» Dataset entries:
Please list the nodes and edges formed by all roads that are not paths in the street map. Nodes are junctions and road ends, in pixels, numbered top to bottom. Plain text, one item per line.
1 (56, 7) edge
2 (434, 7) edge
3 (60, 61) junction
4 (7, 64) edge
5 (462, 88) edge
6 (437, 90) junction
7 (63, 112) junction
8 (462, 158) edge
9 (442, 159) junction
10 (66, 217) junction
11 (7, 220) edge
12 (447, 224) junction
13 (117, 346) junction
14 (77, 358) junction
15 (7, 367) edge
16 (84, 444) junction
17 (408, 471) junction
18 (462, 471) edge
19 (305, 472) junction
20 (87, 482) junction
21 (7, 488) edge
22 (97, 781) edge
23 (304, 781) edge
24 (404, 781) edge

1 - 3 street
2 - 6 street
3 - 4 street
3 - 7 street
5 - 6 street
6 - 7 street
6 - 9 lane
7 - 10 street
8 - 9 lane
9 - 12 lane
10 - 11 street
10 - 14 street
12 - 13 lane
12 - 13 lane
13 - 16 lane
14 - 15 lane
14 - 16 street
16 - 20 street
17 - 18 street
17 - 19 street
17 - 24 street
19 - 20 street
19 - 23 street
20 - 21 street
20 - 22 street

» Your assignment: Put down each entry again, unchanged and complete.

» Answer space:
Please list the nodes and edges formed by all roads that are not paths in the street map. Nodes are junctions and road ends, in pixels, numbered top to bottom. Plain text, one item per line.
1 (56, 7) edge
2 (434, 7) edge
3 (60, 61) junction
4 (7, 64) edge
5 (462, 88) edge
6 (437, 90) junction
7 (63, 112) junction
8 (462, 158) edge
9 (442, 159) junction
10 (66, 217) junction
11 (7, 220) edge
12 (447, 224) junction
13 (117, 346) junction
14 (77, 358) junction
15 (7, 367) edge
16 (84, 444) junction
17 (408, 471) junction
18 (462, 471) edge
19 (305, 472) junction
20 (87, 482) junction
21 (7, 488) edge
22 (97, 781) edge
23 (304, 781) edge
24 (404, 781) edge

1 - 3 street
2 - 6 street
3 - 4 street
3 - 7 street
5 - 6 street
6 - 7 street
6 - 9 lane
7 - 10 street
8 - 9 lane
9 - 12 lane
10 - 11 street
10 - 14 street
12 - 13 lane
12 - 13 lane
13 - 16 lane
14 - 15 lane
14 - 16 street
16 - 20 street
17 - 18 street
17 - 19 street
17 - 24 street
19 - 20 street
19 - 23 street
20 - 21 street
20 - 22 street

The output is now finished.